### Exercise objective
Return the data that follows exactly as it appears. Pictures do not belong in the copy.

------ Excerpted data

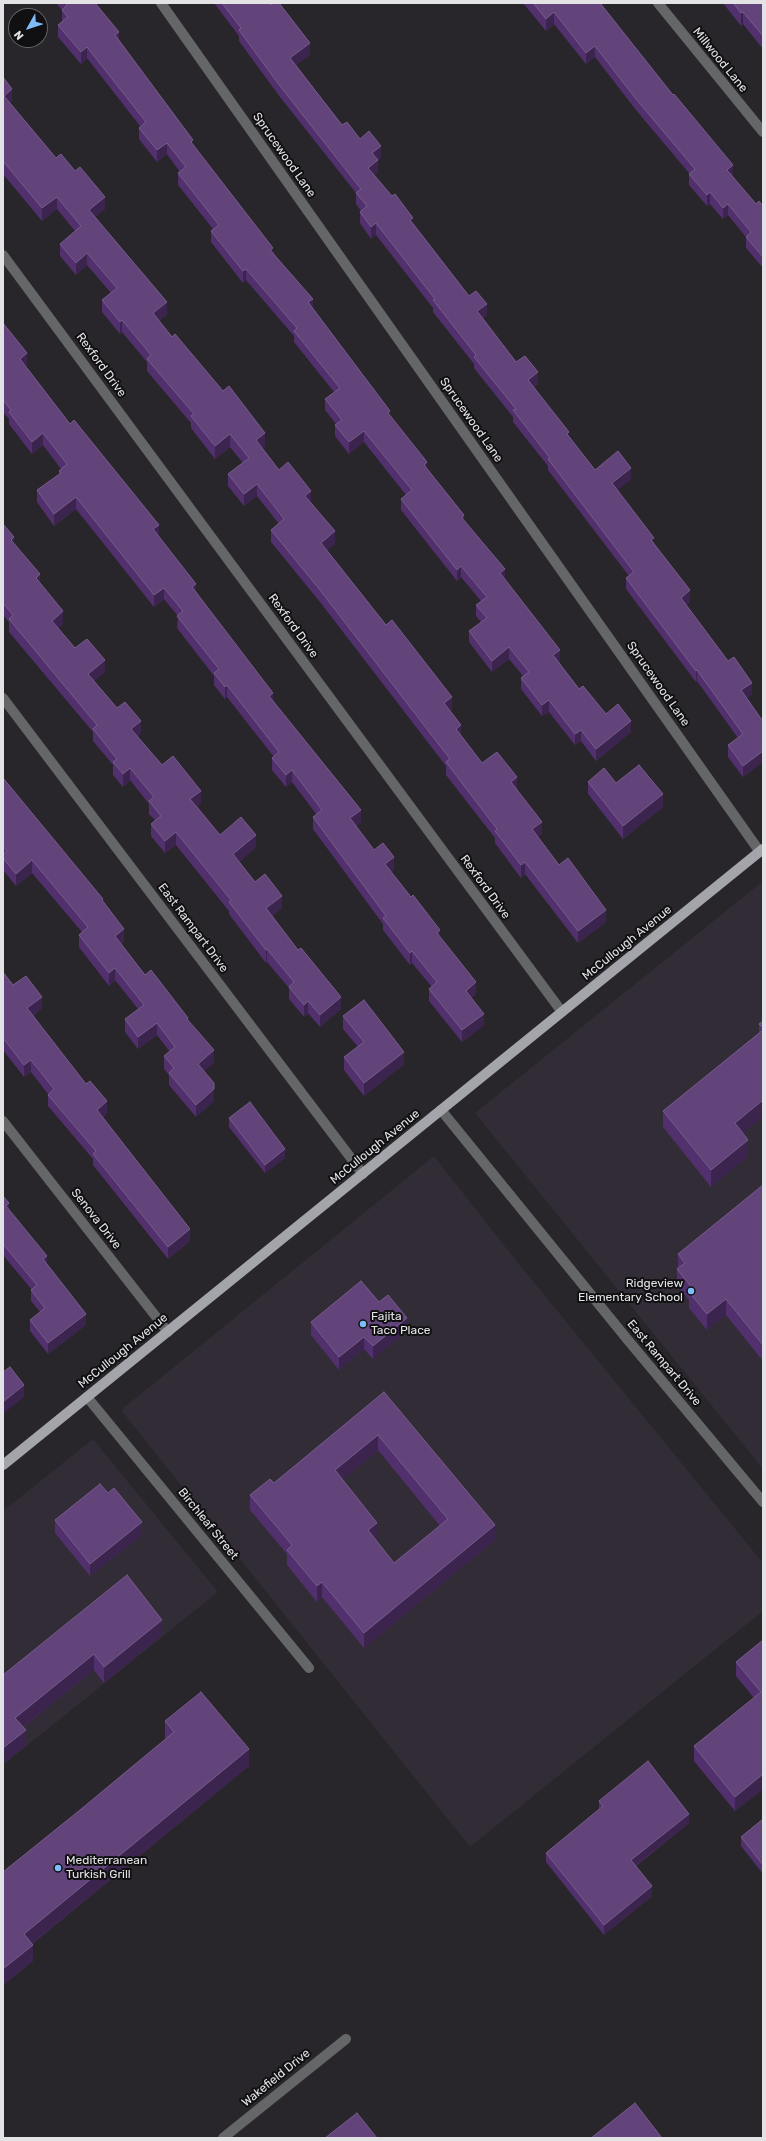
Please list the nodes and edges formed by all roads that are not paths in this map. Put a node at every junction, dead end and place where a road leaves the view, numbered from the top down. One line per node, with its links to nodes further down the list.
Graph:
1 (161, 3): 6 (street, Sprucewood Lane)
2 (658, 3): 3 (street, Millwood Lane)
3 (763, 132)
4 (3, 255): 7 (street, Rexford Drive)
5 (3, 698): 10 (street, East Rampart Drive)
6 (762, 850): 7 (main road, McCullough Avenue)
7 (562, 1012): 8 (main road, McCullough Avenue)
8 (441, 1110): 10 (main road, McCullough Avenue); 14 (street, East Rampart Drive)
9 (3, 1121): 11 (street, Senova Drive)
10 (363, 1174): 11 (main road, McCullough Avenue)
11 (168, 1332): 12 (main road, McCullough Avenue)
12 (87, 1397): 13 (main road, McCullough Avenue); 15 (street, Birchleaf Street)
13 (3, 1465)
14 (763, 1502)
15 (309, 1668)
16 (346, 2039): 17 (street, Wakefield Drive)
17 (223, 2138)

------------

### Answer to this task
Please list the nodes and edges formed by all roads that are not paths in this map. Put a node at every junction, dead end and place where a road leaves the view, numbered from the top down. One line per node, with its links to nodes further down the list.
Graph:
1 (161, 3): 6 (street, Sprucewood Lane)
2 (658, 3): 3 (street, Millwood Lane)
3 (763, 132)
4 (3, 255): 7 (street, Rexford Drive)
5 (3, 698): 10 (street, East Rampart Drive)
6 (762, 850): 7 (main road, McCullough Avenue)
7 (562, 1012): 8 (main road, McCullough Avenue)
8 (441, 1110): 10 (main road, McCullough Avenue); 14 (street, East Rampart Drive)
9 (3, 1121): 11 (street, Senova Drive)
10 (363, 1174): 11 (main road, McCullough Avenue)
11 (168, 1332): 12 (main road, McCullough Avenue)
12 (87, 1397): 13 (main road, McCullough Avenue); 15 (street, Birchleaf Street)
13 (3, 1465)
14 (763, 1502)
15 (309, 1668)
16 (346, 2039): 17 (street, Wakefield Drive)
17 (223, 2138)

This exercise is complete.